Yes, in December when the product is introduced and generally available, there will be a single user license for individuals and mulit user licenses for companies and governments. The December release does not include Sun bundled hardware, we are working closely with our hw OEM partners who will deliver the hardware components.

10. Once you said that you are going after Microsoft with JDS, and not after Red Hat, but what do you think of the recent Novell-SuSE merger? Does this have an impact on JDS' targets?

Sun has always believed in a strong and growing Unix/Linux marketplace because it provides greater open choices to customers. This move signals that the Linux market is consolidating much faster than anyone had ever predicted around two major Linux distributions: SuSE and Red Hat.
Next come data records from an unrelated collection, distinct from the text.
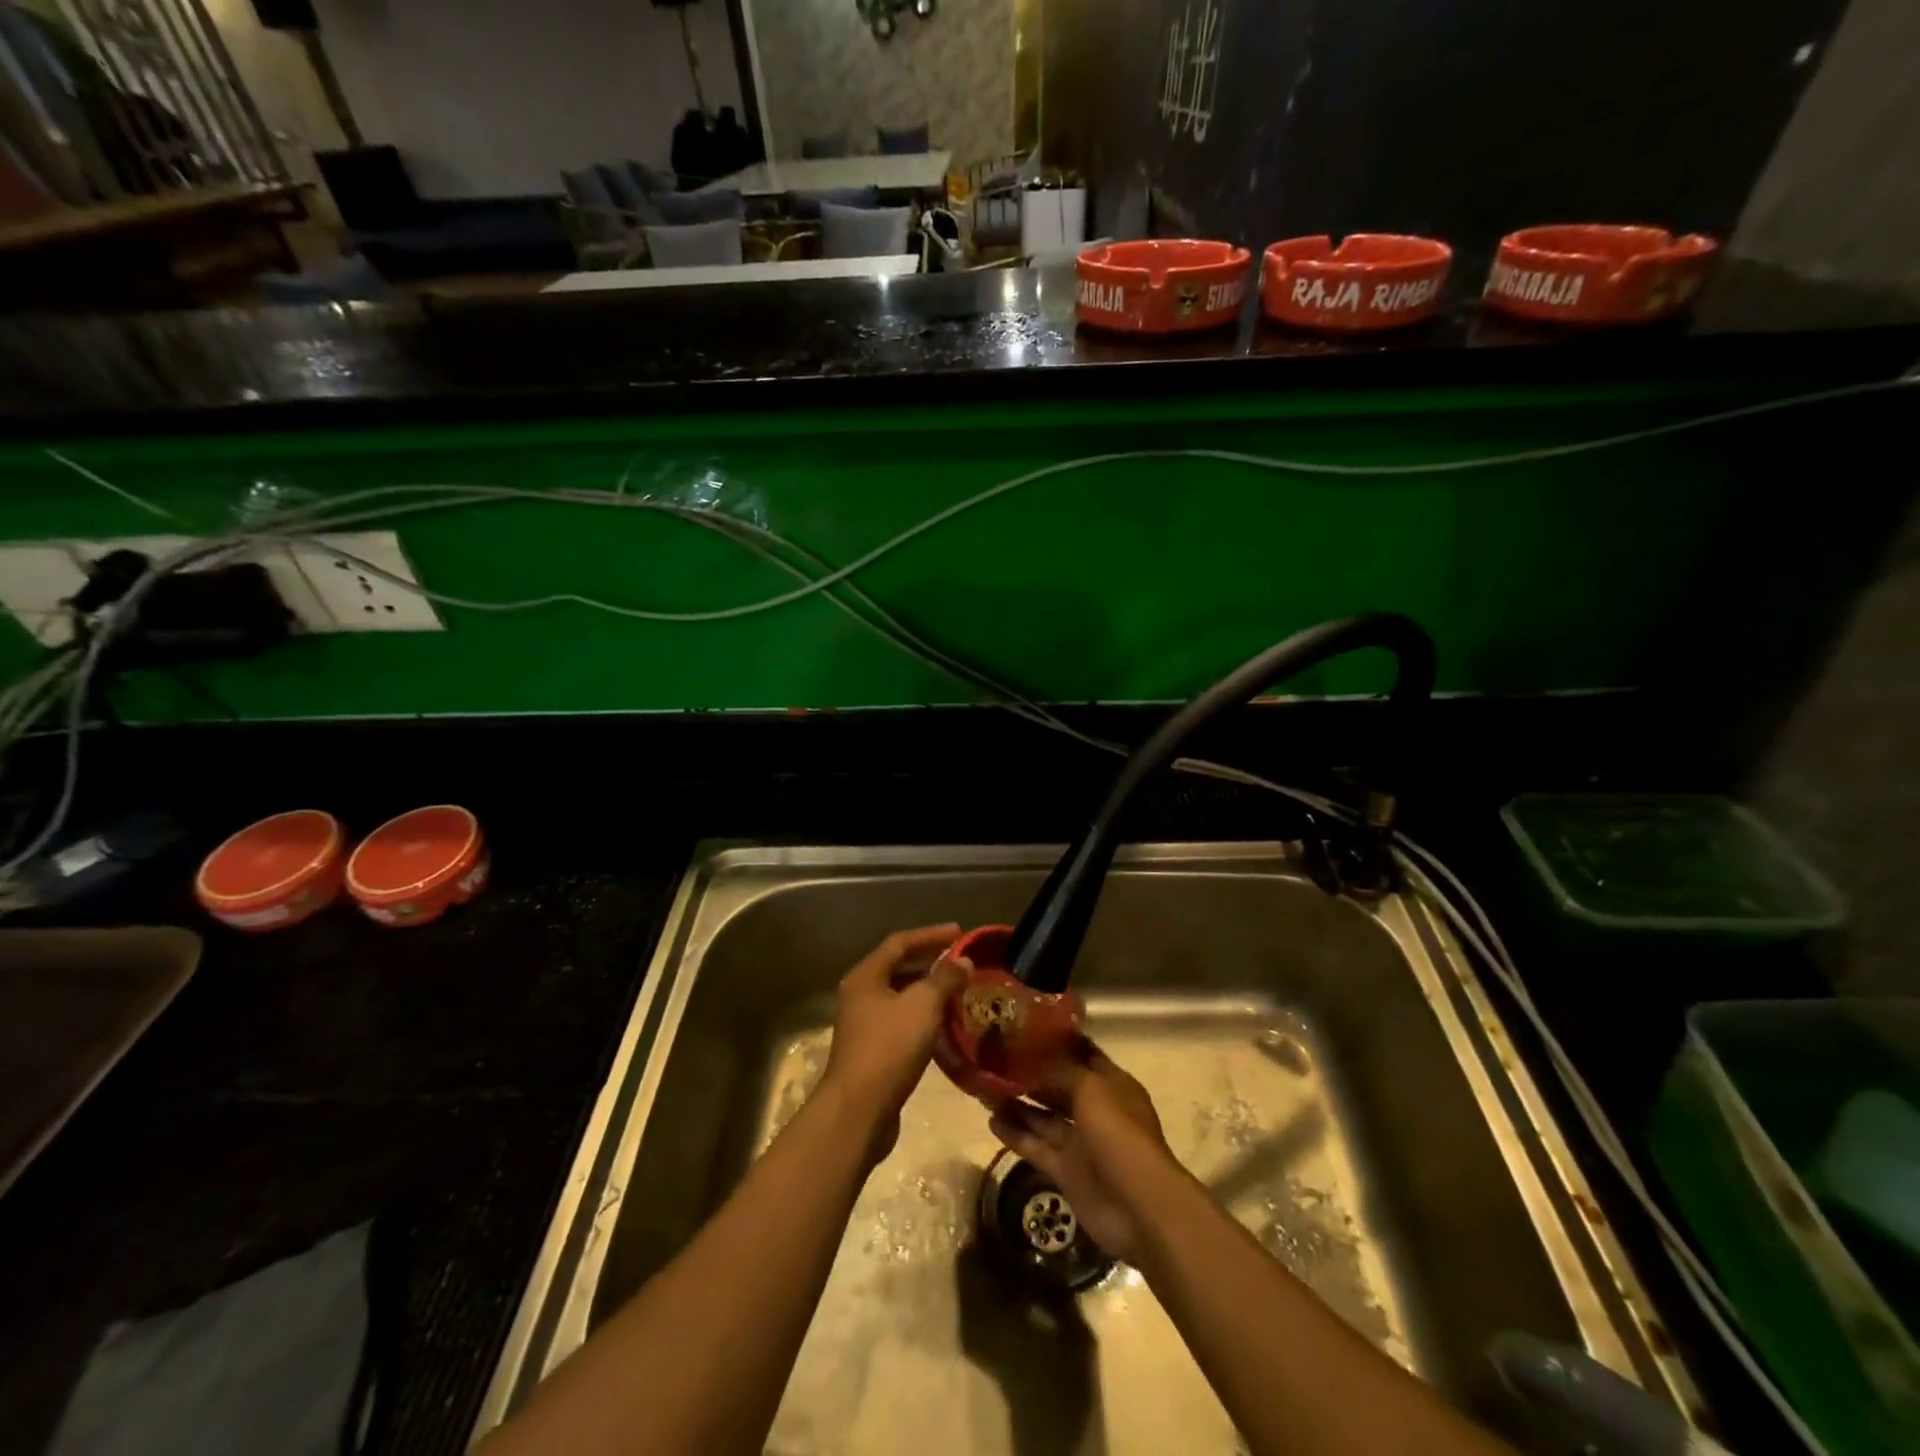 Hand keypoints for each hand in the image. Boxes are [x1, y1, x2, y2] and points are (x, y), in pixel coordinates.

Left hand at [820, 924, 968, 1139]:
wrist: (858, 1111)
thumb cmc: (889, 1048)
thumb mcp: (922, 1006)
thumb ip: (945, 979)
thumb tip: (963, 960)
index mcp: (866, 977)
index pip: (900, 943)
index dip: (930, 935)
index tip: (959, 932)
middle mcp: (860, 995)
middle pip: (898, 968)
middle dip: (930, 962)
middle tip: (961, 962)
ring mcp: (864, 1025)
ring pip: (901, 998)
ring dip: (929, 992)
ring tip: (959, 992)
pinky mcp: (873, 1052)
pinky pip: (902, 1023)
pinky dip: (924, 1018)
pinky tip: (945, 1027)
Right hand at [988, 1041, 1175, 1266]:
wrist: (1138, 1206)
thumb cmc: (1118, 1133)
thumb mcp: (1090, 1088)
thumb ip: (1061, 1072)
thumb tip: (1035, 1060)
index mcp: (1111, 1085)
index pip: (1082, 1055)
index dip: (1057, 1042)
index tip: (1025, 1028)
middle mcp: (1095, 1110)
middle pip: (1058, 1086)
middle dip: (1031, 1074)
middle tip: (995, 1058)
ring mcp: (1081, 1143)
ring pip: (1043, 1117)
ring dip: (1017, 1103)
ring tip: (984, 1087)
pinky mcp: (1066, 1172)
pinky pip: (1036, 1147)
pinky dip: (1015, 1134)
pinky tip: (991, 1120) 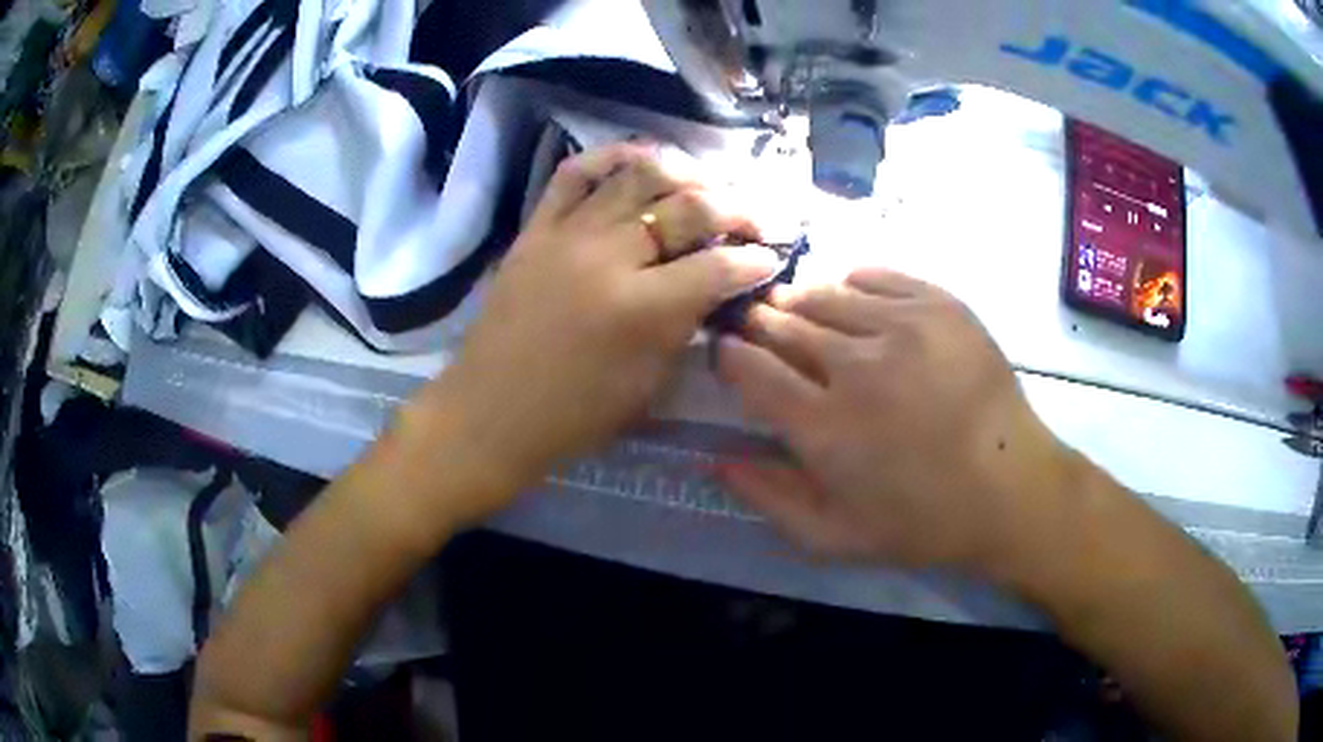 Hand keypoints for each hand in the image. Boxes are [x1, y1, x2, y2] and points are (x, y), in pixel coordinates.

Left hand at [399, 143, 781, 525]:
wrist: (491, 413)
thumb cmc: (574, 416)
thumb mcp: (648, 384)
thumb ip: (686, 325)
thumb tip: (717, 286)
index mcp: (642, 309)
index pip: (718, 267)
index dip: (755, 260)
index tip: (771, 258)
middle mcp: (608, 257)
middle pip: (688, 207)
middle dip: (737, 209)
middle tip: (755, 220)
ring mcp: (568, 234)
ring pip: (638, 174)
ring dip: (686, 172)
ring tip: (708, 185)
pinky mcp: (536, 228)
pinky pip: (575, 173)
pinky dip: (611, 156)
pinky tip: (639, 160)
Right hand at [716, 267, 1077, 573]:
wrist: (1011, 489)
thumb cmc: (922, 521)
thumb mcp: (834, 537)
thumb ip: (768, 497)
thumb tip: (713, 457)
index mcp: (824, 428)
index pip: (750, 369)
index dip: (730, 355)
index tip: (728, 354)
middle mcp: (857, 367)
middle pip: (783, 323)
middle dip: (759, 324)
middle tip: (758, 328)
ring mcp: (903, 326)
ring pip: (825, 293)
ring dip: (801, 301)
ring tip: (799, 311)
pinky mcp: (939, 304)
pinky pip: (875, 275)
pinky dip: (851, 283)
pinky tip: (851, 298)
It happens to leave Sun in a very compelling position since we provide customers terrific choices with our new low-end systems, which offer both Solaris x86 and a choice of Linux.

More importantly, as every vendor attempts to move 'upstack'to catch up with Sun's groundbreaking Java Enterprise System with its $100 per employee pricing model (and availability on both Solaris and Linux), we think this makes Sun the safest and most comprehensive choice today.

On the desktop, Sun's new Java Desktop System is clear and compelling choice for customers looking to save money and improve security of their enterprise clients. Sun's competitive position is strong because of its ability to deliver better choices end to end from server to desktop.